ACTIVITY – Find and return every line of the data that contains the word "numbered".

TASK INPUT –
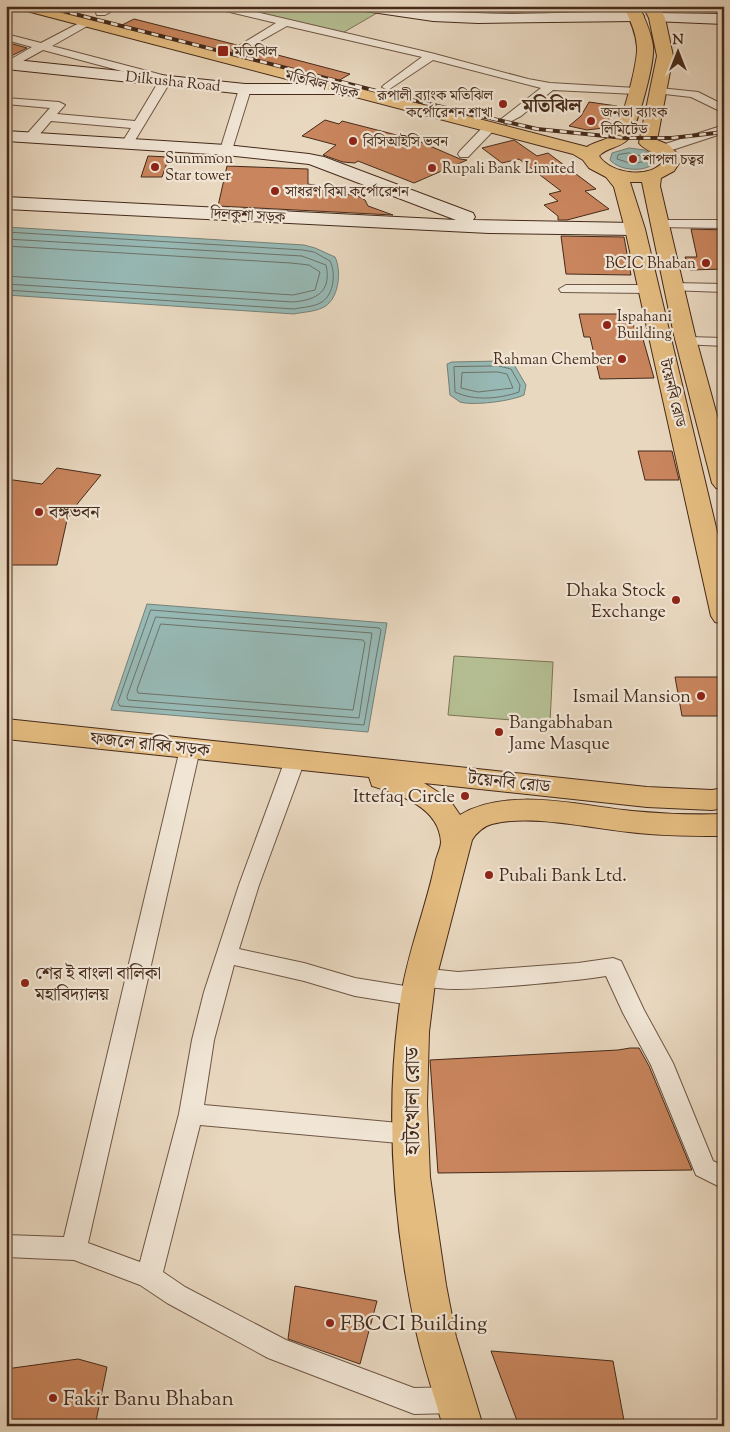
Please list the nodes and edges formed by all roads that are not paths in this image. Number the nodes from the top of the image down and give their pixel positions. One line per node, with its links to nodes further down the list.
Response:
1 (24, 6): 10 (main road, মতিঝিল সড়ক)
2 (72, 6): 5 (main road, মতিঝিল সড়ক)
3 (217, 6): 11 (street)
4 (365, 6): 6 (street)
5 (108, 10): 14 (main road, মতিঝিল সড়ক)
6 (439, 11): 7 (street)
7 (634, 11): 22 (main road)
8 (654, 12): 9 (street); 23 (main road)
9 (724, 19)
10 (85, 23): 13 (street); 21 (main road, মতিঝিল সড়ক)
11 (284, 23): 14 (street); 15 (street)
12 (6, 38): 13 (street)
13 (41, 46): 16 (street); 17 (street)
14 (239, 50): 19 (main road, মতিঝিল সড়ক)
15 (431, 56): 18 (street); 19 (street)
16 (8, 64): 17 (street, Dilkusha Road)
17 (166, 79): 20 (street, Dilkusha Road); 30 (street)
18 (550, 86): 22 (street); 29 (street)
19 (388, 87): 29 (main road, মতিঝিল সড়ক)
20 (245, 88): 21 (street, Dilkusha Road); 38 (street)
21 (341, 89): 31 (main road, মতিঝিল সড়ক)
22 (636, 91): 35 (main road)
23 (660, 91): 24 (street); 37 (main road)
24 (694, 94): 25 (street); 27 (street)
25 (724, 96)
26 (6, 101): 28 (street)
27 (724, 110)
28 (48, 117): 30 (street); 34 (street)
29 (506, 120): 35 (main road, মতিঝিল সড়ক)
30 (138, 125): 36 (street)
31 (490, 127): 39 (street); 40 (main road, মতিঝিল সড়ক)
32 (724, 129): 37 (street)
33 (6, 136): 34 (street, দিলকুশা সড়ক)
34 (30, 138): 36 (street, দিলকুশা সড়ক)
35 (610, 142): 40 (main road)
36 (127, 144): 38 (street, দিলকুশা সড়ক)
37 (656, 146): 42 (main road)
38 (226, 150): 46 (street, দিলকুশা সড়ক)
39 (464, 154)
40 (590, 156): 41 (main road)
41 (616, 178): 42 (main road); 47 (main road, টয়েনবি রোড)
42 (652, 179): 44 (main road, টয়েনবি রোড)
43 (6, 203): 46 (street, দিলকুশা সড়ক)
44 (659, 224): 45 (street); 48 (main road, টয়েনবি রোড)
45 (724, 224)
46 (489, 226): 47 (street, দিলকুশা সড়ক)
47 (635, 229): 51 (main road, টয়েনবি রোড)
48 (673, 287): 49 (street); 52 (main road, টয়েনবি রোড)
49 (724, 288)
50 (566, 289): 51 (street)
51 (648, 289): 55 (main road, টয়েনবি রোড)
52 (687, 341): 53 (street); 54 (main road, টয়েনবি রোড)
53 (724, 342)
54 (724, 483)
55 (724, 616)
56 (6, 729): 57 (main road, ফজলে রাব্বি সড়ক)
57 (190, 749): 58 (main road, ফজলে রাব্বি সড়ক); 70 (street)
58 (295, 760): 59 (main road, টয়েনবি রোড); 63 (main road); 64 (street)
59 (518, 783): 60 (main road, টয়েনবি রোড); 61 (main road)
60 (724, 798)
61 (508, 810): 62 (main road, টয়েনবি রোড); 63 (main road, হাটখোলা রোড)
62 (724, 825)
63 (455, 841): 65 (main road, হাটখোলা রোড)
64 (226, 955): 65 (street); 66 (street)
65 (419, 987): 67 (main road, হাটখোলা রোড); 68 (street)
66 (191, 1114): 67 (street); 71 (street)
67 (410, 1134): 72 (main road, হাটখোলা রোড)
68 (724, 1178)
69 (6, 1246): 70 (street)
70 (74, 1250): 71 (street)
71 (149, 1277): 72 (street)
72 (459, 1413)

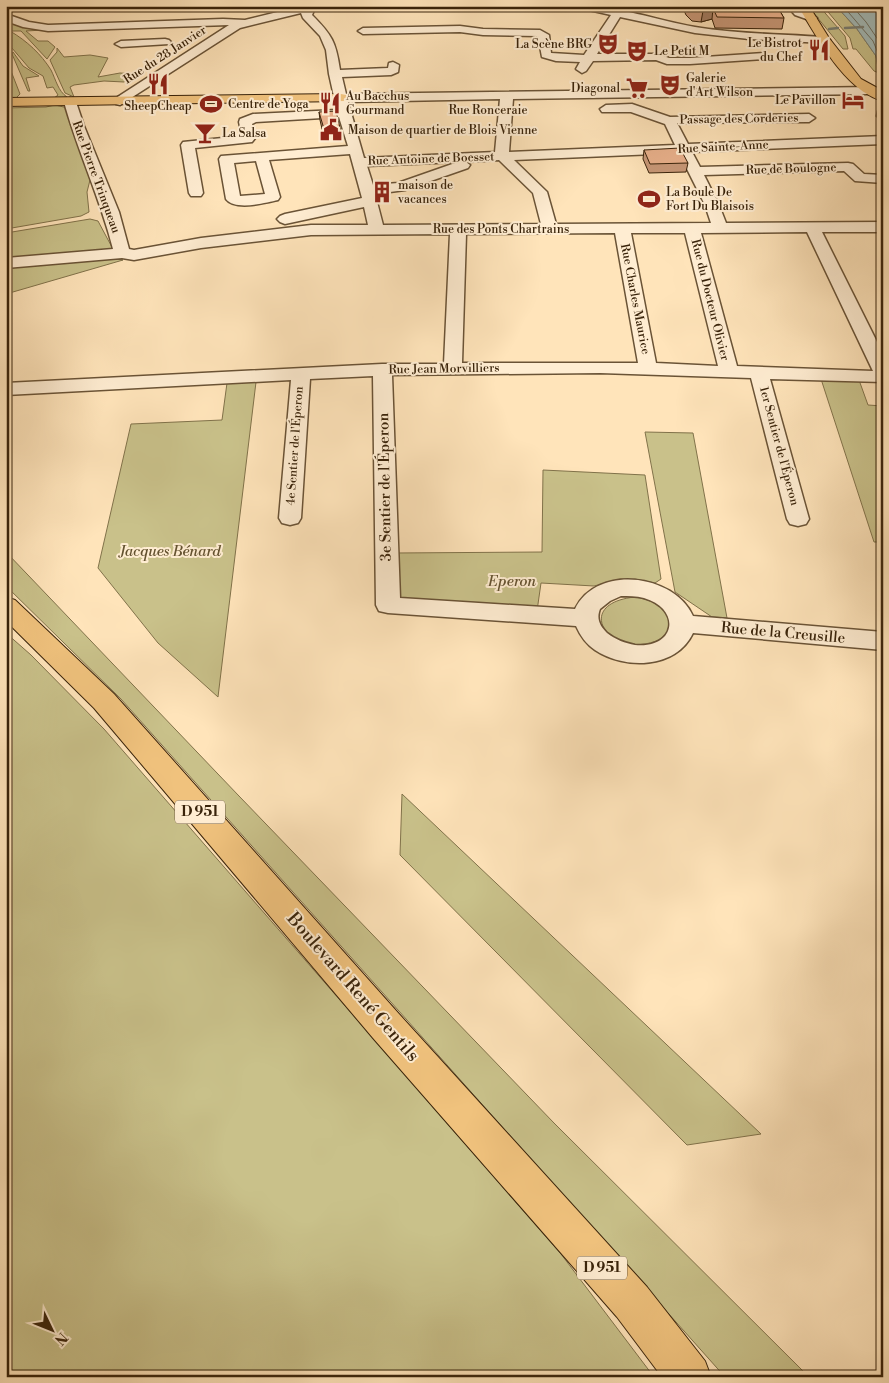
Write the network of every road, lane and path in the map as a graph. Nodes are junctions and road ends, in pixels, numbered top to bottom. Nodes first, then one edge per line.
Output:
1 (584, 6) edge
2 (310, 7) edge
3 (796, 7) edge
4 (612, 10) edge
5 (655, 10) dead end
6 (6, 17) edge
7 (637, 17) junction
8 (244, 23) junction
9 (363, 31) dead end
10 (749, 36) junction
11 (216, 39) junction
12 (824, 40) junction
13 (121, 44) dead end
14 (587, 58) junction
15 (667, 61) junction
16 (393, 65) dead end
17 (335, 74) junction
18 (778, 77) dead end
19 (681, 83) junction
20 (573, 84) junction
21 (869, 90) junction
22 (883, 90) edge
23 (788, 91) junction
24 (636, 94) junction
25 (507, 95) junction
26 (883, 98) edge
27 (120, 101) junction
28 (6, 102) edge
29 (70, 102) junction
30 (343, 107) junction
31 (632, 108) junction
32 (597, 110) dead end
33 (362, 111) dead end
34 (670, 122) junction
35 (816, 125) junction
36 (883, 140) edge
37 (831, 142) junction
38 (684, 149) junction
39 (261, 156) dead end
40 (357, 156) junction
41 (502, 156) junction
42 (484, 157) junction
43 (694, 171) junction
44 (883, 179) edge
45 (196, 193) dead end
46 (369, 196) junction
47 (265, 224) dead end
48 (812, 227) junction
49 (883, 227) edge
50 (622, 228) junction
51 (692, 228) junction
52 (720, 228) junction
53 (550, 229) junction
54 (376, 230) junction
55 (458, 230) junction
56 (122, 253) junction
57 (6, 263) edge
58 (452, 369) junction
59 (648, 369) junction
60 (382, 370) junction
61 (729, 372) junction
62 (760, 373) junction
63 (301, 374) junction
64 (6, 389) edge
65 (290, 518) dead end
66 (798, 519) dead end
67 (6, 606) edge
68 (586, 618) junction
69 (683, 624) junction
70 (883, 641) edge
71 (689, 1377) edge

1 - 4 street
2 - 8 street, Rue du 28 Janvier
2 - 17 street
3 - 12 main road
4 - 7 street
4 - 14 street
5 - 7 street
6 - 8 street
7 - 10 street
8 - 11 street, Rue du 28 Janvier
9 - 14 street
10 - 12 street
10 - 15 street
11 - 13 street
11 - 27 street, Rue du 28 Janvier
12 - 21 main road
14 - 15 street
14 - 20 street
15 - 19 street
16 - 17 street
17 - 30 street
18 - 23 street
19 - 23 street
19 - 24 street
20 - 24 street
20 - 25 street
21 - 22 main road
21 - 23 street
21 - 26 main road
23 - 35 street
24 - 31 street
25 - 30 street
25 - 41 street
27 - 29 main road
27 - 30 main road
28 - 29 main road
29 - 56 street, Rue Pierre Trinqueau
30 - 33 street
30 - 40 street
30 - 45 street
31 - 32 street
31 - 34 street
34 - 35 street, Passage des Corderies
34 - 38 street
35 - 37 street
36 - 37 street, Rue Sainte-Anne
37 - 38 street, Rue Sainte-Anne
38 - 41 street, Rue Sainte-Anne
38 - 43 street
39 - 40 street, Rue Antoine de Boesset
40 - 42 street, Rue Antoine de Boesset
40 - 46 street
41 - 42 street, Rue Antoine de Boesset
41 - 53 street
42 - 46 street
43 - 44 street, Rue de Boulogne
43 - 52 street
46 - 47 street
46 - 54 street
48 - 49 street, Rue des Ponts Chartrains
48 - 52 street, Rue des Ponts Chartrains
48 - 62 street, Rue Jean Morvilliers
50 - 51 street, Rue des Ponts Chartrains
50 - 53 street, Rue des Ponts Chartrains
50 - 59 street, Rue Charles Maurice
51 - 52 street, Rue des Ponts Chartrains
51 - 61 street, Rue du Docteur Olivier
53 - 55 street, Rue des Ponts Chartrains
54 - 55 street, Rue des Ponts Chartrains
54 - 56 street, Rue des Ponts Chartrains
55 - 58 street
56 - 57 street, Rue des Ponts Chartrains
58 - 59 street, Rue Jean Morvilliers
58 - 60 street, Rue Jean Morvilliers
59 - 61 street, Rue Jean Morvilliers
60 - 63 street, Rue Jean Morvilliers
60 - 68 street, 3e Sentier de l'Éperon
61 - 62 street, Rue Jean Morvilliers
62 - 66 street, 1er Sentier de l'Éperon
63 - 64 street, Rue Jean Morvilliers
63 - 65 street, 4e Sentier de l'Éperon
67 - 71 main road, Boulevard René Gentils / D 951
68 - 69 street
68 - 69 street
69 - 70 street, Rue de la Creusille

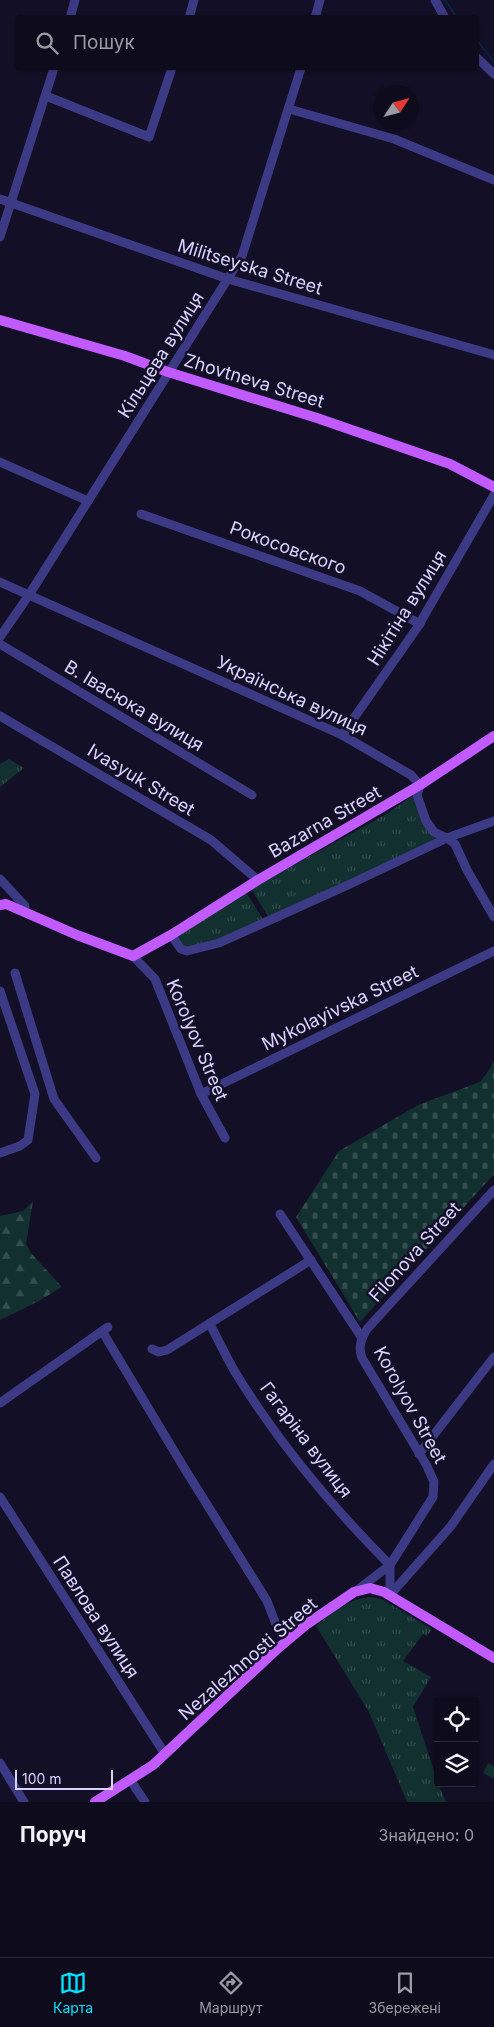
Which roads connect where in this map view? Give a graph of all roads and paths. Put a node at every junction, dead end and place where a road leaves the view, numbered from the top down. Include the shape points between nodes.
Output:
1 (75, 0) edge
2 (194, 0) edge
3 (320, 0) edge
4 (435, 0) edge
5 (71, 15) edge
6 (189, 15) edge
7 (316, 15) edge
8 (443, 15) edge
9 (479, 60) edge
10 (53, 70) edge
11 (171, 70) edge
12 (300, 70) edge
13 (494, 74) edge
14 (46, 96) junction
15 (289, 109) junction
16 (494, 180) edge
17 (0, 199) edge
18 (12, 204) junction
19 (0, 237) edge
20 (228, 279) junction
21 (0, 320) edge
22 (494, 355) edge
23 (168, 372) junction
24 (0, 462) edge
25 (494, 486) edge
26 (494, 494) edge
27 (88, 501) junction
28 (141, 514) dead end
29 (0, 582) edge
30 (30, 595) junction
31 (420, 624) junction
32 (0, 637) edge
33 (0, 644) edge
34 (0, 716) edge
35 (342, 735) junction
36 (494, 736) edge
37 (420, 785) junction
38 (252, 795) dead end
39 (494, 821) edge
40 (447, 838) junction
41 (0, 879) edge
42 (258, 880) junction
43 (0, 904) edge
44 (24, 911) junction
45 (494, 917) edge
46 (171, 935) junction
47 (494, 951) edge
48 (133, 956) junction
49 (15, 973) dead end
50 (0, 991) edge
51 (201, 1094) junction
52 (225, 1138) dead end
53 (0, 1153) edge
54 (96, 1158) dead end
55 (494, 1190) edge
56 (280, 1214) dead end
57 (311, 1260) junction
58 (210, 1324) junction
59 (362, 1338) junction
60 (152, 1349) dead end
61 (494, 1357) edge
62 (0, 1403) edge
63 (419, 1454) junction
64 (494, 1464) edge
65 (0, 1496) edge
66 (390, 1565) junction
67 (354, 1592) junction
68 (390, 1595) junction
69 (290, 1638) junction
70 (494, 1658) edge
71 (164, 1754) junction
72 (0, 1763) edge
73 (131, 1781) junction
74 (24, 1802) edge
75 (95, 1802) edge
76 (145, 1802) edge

ANSWER TO THIS EXERCISE –
Write the network of every road, lane and path in the map as a graph. Nodes are junctions and road ends, in pixels, numbered top to bottom. Nodes first, then one edge per line.
Which roads connect where in this map view? Give a graph of all roads and paths. Put a node at every junction, dead end and place where a road leaves the view, numbered from the top down. Include the shape points between nodes.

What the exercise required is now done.